REQUIREMENT: Pick out each line of the records that includes the string "strokeRect", and copy it.

>>>

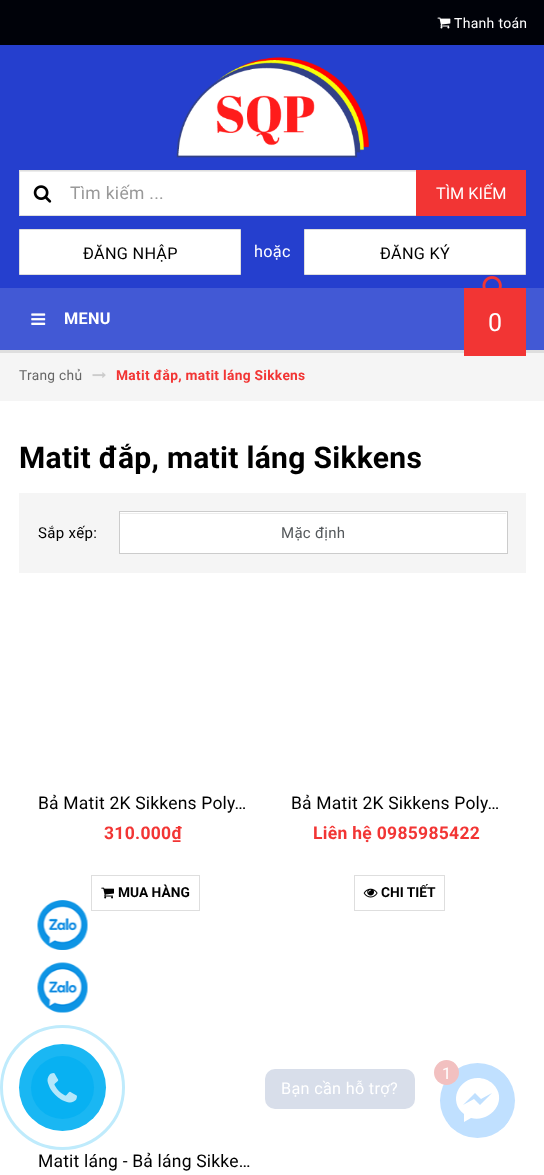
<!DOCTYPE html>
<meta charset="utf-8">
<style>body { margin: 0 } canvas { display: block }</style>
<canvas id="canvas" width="544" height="1175"></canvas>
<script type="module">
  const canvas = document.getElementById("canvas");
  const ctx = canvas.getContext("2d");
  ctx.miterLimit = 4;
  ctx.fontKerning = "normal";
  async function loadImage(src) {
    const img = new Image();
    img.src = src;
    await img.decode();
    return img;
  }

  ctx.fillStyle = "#ffffff";
  ctx.fillRect(0, 0, 544, 1175);
  ctx.fillStyle = "#253fce";
  ctx.fillRect(0, 45, 544, 243);
  ctx.fillStyle = "#000209";
  ctx.fillRect(0, 0, 544, 45);
  ctx.drawImage(await loadImage("img1.png"), 437, 17, 14, 12);
  ctx.letterSpacing = "0.3px";
  ctx.font = "14px Roboto";
  ctx.fillStyle = "#ffffff";
  ctx.fillText("Thanh toán", 454, 28);
  ctx.drawImage(await loadImage("img2.png"), 176, 57, 193, 101);
  ctx.fillRect(20, 172, 396, 43);
  ctx.fillStyle = "#ececec";
  ctx.fillRect(20, 171, 396, 1);
  ctx.strokeStyle = "#dedede";
  ctx.strokeRect(19.5, 170.5, 398, 45);
  ctx.drawImage(await loadImage("img3.png"), 33, 185, 19, 18);
  ctx.font = "17.5px Roboto";
  ctx.fillStyle = "#999999";
  ctx.fillText("Tìm kiếm ...", 70, 199);
  ctx.fillStyle = "#f23534";
  ctx.fillRect(416, 170, 110, 46);
  ctx.letterSpacing = "0px";
  ctx.font = "16.25px Roboto";
  ctx.fillStyle = "#ffffff";
  ctx.fillText("TÌM KIẾM", 436, 199);
  ctx.beginPath();
  ctx.rect(19.5, 229.5, 221, 45);
  ctx.fill();
  ctx.stroke();
  ctx.letterSpacing = "0.3px";
  ctx.fillStyle = "#000000";
  ctx.fillText("ĐĂNG NHẬP", 83, 259);
  ctx.fillStyle = "#ffffff";
  ctx.fillText("hoặc", 254, 257);
  ctx.beginPath();
  ctx.rect(304.5, 229.5, 221, 45);
  ctx.fill();
  ctx.stroke();
  ctx.fillStyle = "#000000";
  ctx.fillText("ĐĂNG KÝ", 380, 259);
  ctx.fillStyle = "#dedede";
  ctx.fillRect(0, 350, 544, 3);
  ctx.fillStyle = "#4259d5";
  ctx.fillRect(0, 288, 544, 62);
  ctx.drawImage(await loadImage("img4.png"), 31, 313, 15, 12);
  ctx.font = "bold 16.25px Roboto";
  ctx.fillStyle = "#ffffff";
  ctx.fillText("MENU", 64, 324);
  ctx.fillStyle = "#f5f5f5";
  ctx.fillRect(0, 353, 544, 48);
  ctx.fillStyle = "#f23534";
  ctx.fillRect(464, 288, 62, 68);
  ctx.drawImage(await loadImage("img5.png"), 482, 276, 20, 12);
  ctx.font = "25px Roboto";
  ctx.fillStyle = "#ffffff";
  ctx.fillText("0", 488, 331);
  ctx.font = "13.75px Roboto";
  ctx.fillStyle = "#666666";
  ctx.fillText("Trang chủ", 19, 380);
  ctx.drawImage(await loadImage("img6.png"), 92, 372, 14, 6);
  ctx.font = "bold 13.75px Roboto";
  ctx.fillStyle = "#f23534";
  ctx.fillText("Matit đắp, matit láng Sikkens", 116, 380);
  ctx.font = "bold 30px Roboto";
  ctx.fillStyle = "#000000";
  ctx.fillText("Matit đắp, matit láng Sikkens", 19, 468);
  ctx.fillStyle = "#f5f5f5";
  ctx.fillRect(19, 493, 507, 80);
  ctx.font = "15px Roboto";
  ctx.fillStyle = "#000000";
  ctx.fillText("Sắp xếp:", 38, 538);
  ctx.fillStyle = "#ffffff";
  ctx.fillRect(120, 512, 387, 41);
  ctx.fillStyle = "#ececec";
  ctx.fillRect(120, 513, 386, 1);
  ctx.strokeStyle = "#cccccc";
  ctx.strokeRect(119.5, 511.5, 388, 42);
  ctx.fillStyle = "#55595c";
  ctx.fillText("Mặc định", 281, 538);
  ctx.letterSpacing = "0.2px";
  ctx.font = "17.5px Roboto";
  ctx.fillStyle = "#000000";
  ctx.fillText("Bả Matit 2K Sikkens Poly…", 38, 809);
  ctx.letterSpacing = "0.3px";
  ctx.font = "bold 17.5px Roboto";
  ctx.fillStyle = "#f23534";
  ctx.fillText("310.000₫", 104, 839);
  ctx.strokeStyle = "#dedede";
  ctx.strokeRect(91.5, 875.5, 108, 35);
  ctx.drawImage(await loadImage("img7.png"), 101, 887, 13, 12);
  ctx.letterSpacing = "0px";
  ctx.font = "bold 13.75px Roboto";
  ctx.fillStyle = "#000000";
  ctx.fillText("MUA HÀNG", 118, 897);
  ctx.letterSpacing = "0.2px";
  ctx.font = "17.5px Roboto";
  ctx.fillText("Bả Matit 2K Sikkens Poly…", 291, 809);
  ctx.letterSpacing = "0.3px";
  ctx.font = "bold 17.5px Roboto";
  ctx.fillStyle = "#f23534";
  ctx.fillText("Liên hệ 0985985422", 313, 839);
  ctx.strokeRect(354.5, 875.5, 90, 35);
  ctx.drawImage(await loadImage("img8.png"), 363, 888, 15, 10);
  ctx.letterSpacing = "0px";
  ctx.font = "bold 13.75px Roboto";
  ctx.fillStyle = "#000000";
  ctx.fillText("CHI TIẾT", 381, 897);
  ctx.letterSpacing = "0.2px";
  ctx.font = "17.5px Roboto";
  ctx.fillText("Matit láng - Bả láng Sikke…", 38, 1167);
  ctx.drawImage(await loadImage("img9.png"), 37, 900, 51, 50);
  ctx.drawImage(await loadImage("img10.png"), 37, 962, 51, 51);
  ctx.beginPath();
  ctx.arc(62.5, 1087.5, 61, 0, Math.PI * 2);
  ctx.strokeStyle = "#bfebfc";
  ctx.lineWidth = 3;
  ctx.stroke();
  ctx.fillStyle = "#1ab7f3";
  ctx.beginPath();
  ctx.arc(62.5, 1087.5, 43.5, 0, Math.PI * 2);
  ctx.fill();
  ctx.fillStyle = "#08b1f2";
  ctx.beginPath();
  ctx.arc(62.5, 1087.5, 31.5, 0, Math.PI * 2);
  ctx.fill();
  ctx.drawImage(await loadImage("img11.png"), 47, 1073, 30, 30);
  ctx.fillStyle = "#c0e0ff";
  ctx.beginPath();
  ctx.arc(477.5, 1100.5, 37.5, 0, Math.PI * 2);
  ctx.fill();
  ctx.save();
  ctx.beginPath();
  ctx.roundRect(440, 1063, 75, 75, 37.5);
  ctx.clip();
  ctx.fillRect(448, 1070, 60, 60);
  ctx.restore();
  ctx.fillStyle = "#ffffff";
  ctx.beginPath();
  ctx.moveTo(478, 1078);
  ctx.bezierCurveTo(458, 1078, 448, 1102, 464, 1114);
  ctx.lineTo(464, 1122);
  ctx.lineTo(471, 1118);
  ctx.bezierCurveTo(491, 1123, 509, 1100, 493, 1084);
  ctx.bezierCurveTo(489, 1080, 483, 1078, 478, 1078);
  ctx.closePath();
  ctx.moveTo(480, 1105);
  ctx.lineTo(474, 1099);
  ctx.lineTo(463, 1105);
  ctx.lineTo(475, 1093);
  ctx.lineTo(481, 1099);
  ctx.lineTo(492, 1093);
  ctx.closePath();
  ctx.fill();
  ctx.fillStyle = "#f2c0c0";
  ctx.beginPath();
  ctx.arc(446.5, 1072.5, 12.5, 0, Math.PI * 2);
  ctx.fill();
  ctx.letterSpacing = "0.3px";
  ctx.font = "16.25px Roboto";
  ctx.fillStyle = "#ffffff";
  ctx.fillText("1", 442, 1079);
  ctx.fillStyle = "#d8deea";
  ctx.beginPath();
  ctx.roundRect(265, 1069, 150, 40, 10);
  ctx.fill();
  ctx.fillStyle = "#ffffff";
  ctx.fillText("Bạn cần hỗ trợ?", 281, 1094);
</script>
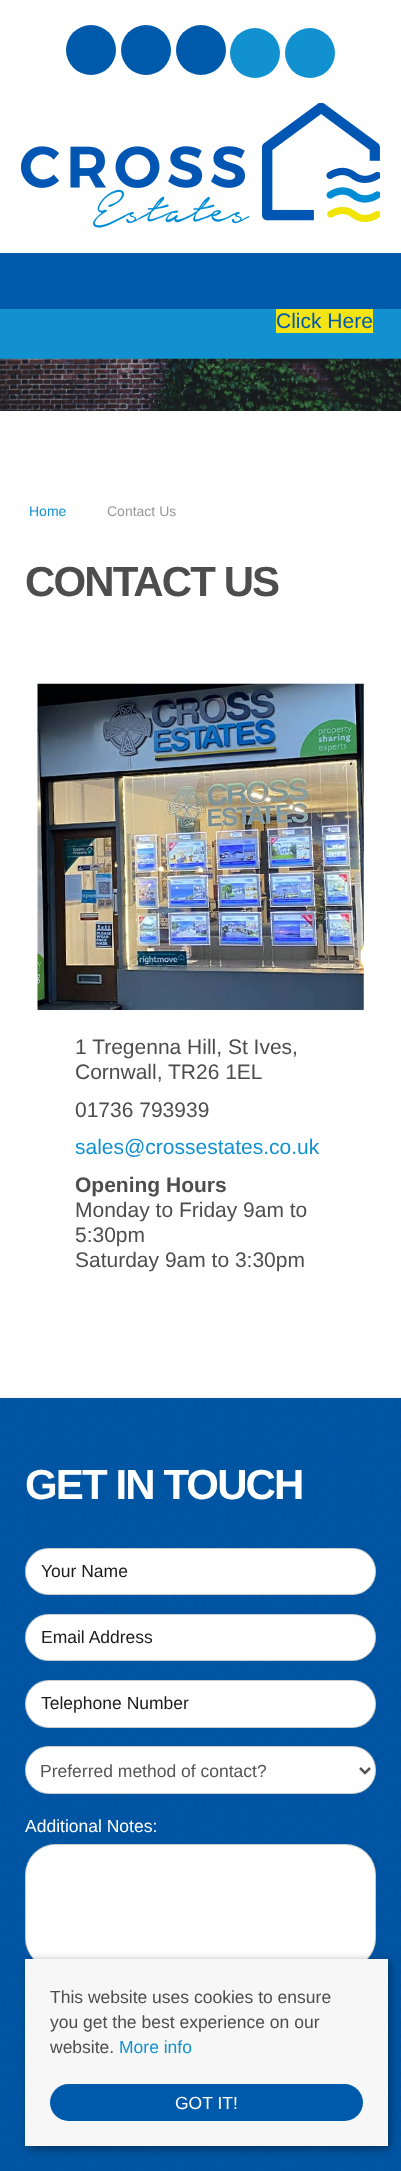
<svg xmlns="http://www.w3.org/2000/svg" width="401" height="2171">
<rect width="100%" height="100%" fill="#005aab"/>
<rect width="401" height="253" fill="#fff"/>
<circle cx="91" cy="50" r="25" fill="#005aab"/>
<circle cx="146" cy="50" r="25" fill="#005aab"/>
<circle cx="201" cy="50" r="25" fill="#005aab"/>
<circle cx="255" cy="53" r="25" fill="#1191d0"/>
<circle cx="310" cy="53" r="25" fill="#1191d0"/>
<image x="21" y="103" width="359" height="125" href="media/1.png"/>
<rect y="309" width="401" height="50" fill="#1191d0"/>
<rect x="276" y="309" width="97" height="24" fill="#f4e415"/>
<text x="276" y="328" style="font-family:Liberation Sans;font-size:21px;fill:#005aab">Click Here</text>
<image x="0" y="358" width="401" height="53" href="media/2.png"/>
<rect y="411" width="401" height="987" fill="#fff"/>
<text x="29" y="516" style="font-family:Liberation Sans;font-size:14px;fill:#1191d0">Home</text>
<text x="107" y="516" style="font-family:Liberation Sans;font-size:14px;fill:#999">Contact Us</text>
<text x="25" y="596" style="font-family:Liberation Sans;font-size:42px;font-weight:bold;letter-spacing:-1.9px;fill:#4d4d4d">CONTACT US</text>
<image x="37" y="683" width="327" height="327" href="media/3.png"/>
<text x="75" y="1054" style="font-family:Liberation Sans;font-size:21px;fill:#4d4d4d">1 Tregenna Hill, St Ives,</text>
<text x="75" y="1079" style="font-family:Liberation Sans;font-size:21px;fill:#4d4d4d">Cornwall, TR26 1EL</text>
<text x="75" y="1117" style="font-family:Liberation Sans;font-size:21px;fill:#4d4d4d">01736 793939</text>
<text x="75" y="1154" style="font-family:Liberation Sans;font-size:21px;fill:#1191d0">sales@crossestates.co.uk</text>
<text x="75" y="1192" style="font-family:Liberation Sans;font-size:21px;font-weight:bold;fill:#4d4d4d">Opening Hours</text>
<text x="75" y="1217" style="font-family:Liberation Sans;font-size:21px;fill:#4d4d4d">Monday to Friday 9am to</text>
<text x="75" y="1242" style="font-family:Liberation Sans;font-size:21px;fill:#4d4d4d">5:30pm</text>
<text x="75" y="1267" style="font-family:Liberation Sans;font-size:21px;fill:#4d4d4d">Saturday 9am to 3:30pm</text>
<image x="0" y="1397" width="401" height="774" href="media/4.png"/>
<text x="25" y="1499" style="font-family:Liberation Sans;font-size:42px;font-weight:bold;letter-spacing:-1.9px;fill:#fff">GET IN TOUCH</text>
<rect x="25" y="1548" width="351" height="47" rx="23.5" fill="#fff"/>
<rect x="25.5" y="1548.5" width="350" height="46" rx="23" fill="none" stroke="#00000033"/>
<text x="41" y="1577" style="font-family:Liberation Sans;font-size:17.5px;fill:#1a1a1a">Your Name</text>
<rect x="25" y="1614" width="351" height="47" rx="23.5" fill="#fff"/>
<rect x="25.5" y="1614.5" width="350" height="46" rx="23" fill="none" stroke="#00000033"/>
<text x="41" y="1643" style="font-family:Liberation Sans;font-size:17.5px;fill:#1a1a1a">Email Address</text>
<rect x="25" y="1680" width="351" height="48" rx="24" fill="#fff"/>
<rect x="25.5" y="1680.5" width="350" height="47" rx="23.5" fill="none" stroke="#00000033"/>
<text x="41" y="1709" style="font-family:Liberation Sans;font-size:17.5px;fill:#1a1a1a">Telephone Number</text>
<rect x="25" y="1746" width="351" height="48" rx="24" fill="#fff"/>
<rect x="25.5" y="1746.5" width="350" height="47" rx="23.5" fill="none" stroke="#00000033"/>
<path d="M360 1768l5 5l5-5" fill="none" stroke="#555" stroke-width="2.5"/>
<text x="40" y="1777" style="font-family:Liberation Sans;font-size:17.5px;fill:#555">Preferred method of contact?</text>
<text x="25" y="1832" style="font-family:Liberation Sans;font-size:17.5px;fill:#fff">Additional Notes:</text>
<rect x="25" y="1844" width="351" height="125" rx="31" fill="#fff"/>
<rect x="25.5" y="1844.5" width="350" height="124" rx="30.5" fill="none" stroke="#00000033"/>
<rect x="28" y="1961" width="362" height="188" fill="#00000066" filter="blur(4.5px)"/>
<rect x="25" y="1959" width="363" height="187" fill="#f7f7f7"/>
<text x="50" y="2003" style="font-family:Liberation Sans;font-size:17.5px;fill:#4d4d4d">This website uses cookies to ensure</text>
<text x="50" y="2028" style="font-family:Liberation Sans;font-size:17.5px;fill:#4d4d4d">you get the best experience on our</text>
<text x="50" y="2053" style="font-family:Liberation Sans;font-size:17.5px;fill:#4d4d4d">website.</text>
<text x="119" y="2053" style="font-family:Liberation Sans;font-size:17.5px;fill:#1191d0">More info</text>
<rect x="50" y="2084" width="313" height="37" rx="18.5" fill="#005aab"/>
<text x="175" y="2109" style="font-family:Liberation Sans;font-size:17.5px;fill:#fff">GOT IT!</text>
</svg>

<<<

ANSWER TO THIS EXERCISE:
  ctx.strokeRect(19.5, 170.5, 398, 45);
  ctx.strokeRect(119.5, 511.5, 388, 42);
  ctx.strokeRect(91.5, 875.5, 108, 35);
  ctx.strokeRect(354.5, 875.5, 90, 35);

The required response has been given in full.